--- Data section Enclosed Below ---

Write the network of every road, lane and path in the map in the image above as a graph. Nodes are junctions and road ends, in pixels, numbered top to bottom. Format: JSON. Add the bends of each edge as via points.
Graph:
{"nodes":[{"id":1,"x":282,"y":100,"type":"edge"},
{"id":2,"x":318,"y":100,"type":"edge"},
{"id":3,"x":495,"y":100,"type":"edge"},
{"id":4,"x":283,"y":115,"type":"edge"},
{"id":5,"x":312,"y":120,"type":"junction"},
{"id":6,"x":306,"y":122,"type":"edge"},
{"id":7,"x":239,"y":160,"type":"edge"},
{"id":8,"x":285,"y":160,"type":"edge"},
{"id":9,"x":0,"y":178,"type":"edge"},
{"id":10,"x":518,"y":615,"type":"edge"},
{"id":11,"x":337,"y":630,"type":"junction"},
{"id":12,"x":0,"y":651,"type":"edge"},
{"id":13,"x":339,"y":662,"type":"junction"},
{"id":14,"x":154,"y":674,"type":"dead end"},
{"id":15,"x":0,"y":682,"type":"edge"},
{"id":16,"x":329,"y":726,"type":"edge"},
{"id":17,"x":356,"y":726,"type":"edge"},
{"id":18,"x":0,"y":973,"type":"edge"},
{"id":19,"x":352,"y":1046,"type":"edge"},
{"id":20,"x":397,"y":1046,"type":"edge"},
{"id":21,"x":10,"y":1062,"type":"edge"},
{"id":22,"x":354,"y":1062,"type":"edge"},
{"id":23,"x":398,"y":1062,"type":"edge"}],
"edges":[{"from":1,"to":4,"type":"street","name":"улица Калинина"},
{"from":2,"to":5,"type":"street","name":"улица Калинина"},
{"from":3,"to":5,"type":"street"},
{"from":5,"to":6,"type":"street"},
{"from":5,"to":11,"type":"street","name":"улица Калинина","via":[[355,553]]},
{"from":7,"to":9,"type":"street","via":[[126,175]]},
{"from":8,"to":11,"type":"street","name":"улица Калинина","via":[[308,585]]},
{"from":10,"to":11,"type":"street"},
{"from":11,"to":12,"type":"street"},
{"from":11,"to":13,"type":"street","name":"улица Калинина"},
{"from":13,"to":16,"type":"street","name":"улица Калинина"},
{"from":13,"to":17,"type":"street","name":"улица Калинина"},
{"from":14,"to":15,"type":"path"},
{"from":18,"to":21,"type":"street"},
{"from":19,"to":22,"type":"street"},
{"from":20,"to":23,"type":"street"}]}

--- End of Enclosed Data section ---

Please print all of the material again with no alteration.

Write the network of every road, lane and path in the map in the image above as a graph. Nodes are junctions and road ends, in pixels, numbered top to bottom. Format: JSON. Add the bends of each edge as via points.
Graph:
{"nodes":[{"id":1,"x":282,"y":100,"type":"edge"},
{"id":2,"x":318,"y":100,"type":"edge"},
{"id":3,"x":495,"y":100,"type":"edge"},
{"id":4,"x":283,"y":115,"type":"edge"},
{"id":5,"x":312,"y":120,"type":"junction"},
{"id":6,"x":306,"y":122,"type":"edge"},
{"id":7,"x":239,"y":160,"type":"edge"},
{"id":8,"x":285,"y":160,"type":"edge"},
{"id":9,"x":0,"y":178,"type":"edge"},
{"id":10,"x":518,"y":615,"type":"edge"},
{"id":11,"x":337,"y":630,"type":"junction"},
{"id":12,"x":0,"y":651,"type":"edge"},
{"id":13,"x":339,"y":662,"type":"junction"},
{"id":14,"x":154,"y":674,"type":"dead end"},
{"id":15,"x":0,"y":682,"type":"edge"},
{"id":16,"x":329,"y":726,"type":"edge"},
{"id":17,"x":356,"y":726,"type":"edge"},
{"id":18,"x":0,"y":973,"type":"edge"},
{"id":19,"x":352,"y":1046,"type":"edge"},
{"id":20,"x":397,"y":1046,"type":"edge"},
{"id":21,"x":10,"y":1062,"type":"edge"},
{"id":22,"x":354,"y":1062,"type":"edge"},
{"id":23,"x":398,"y":1062,"type":"edge"}],
"edges":[{"from":1,"to":4,"type":"street","name":"улица Калинина"},
{"from":2,"to":5,"type":"street","name":"улица Калинина"},
{"from":3,"to":5,"type":"street"},
{"from":5,"to":6,"type":"street"},
{"from":5,"to":11,"type":"street","name":"улица Калинина","via":[[355,553]]},
{"from":7,"to":9,"type":"street","via":[[126,175]]},
{"from":8,"to":11,"type":"street","name":"улица Калинина","via":[[308,585]]},
{"from":10,"to":11,"type":"street"},
{"from":11,"to":12,"type":"street"},
{"from":11,"to":13,"type":"street","name":"улица Калинина"},
{"from":13,"to":16,"type":"street","name":"улица Калинина"},
{"from":13,"to":17,"type":"street","name":"улица Калинина"},
{"from":14,"to":15,"type":"path"},
{"from":18,"to":21,"type":"street"},
{"from":19,"to":22,"type":"street"},
{"from":20,"to":23,"type":"street"}]}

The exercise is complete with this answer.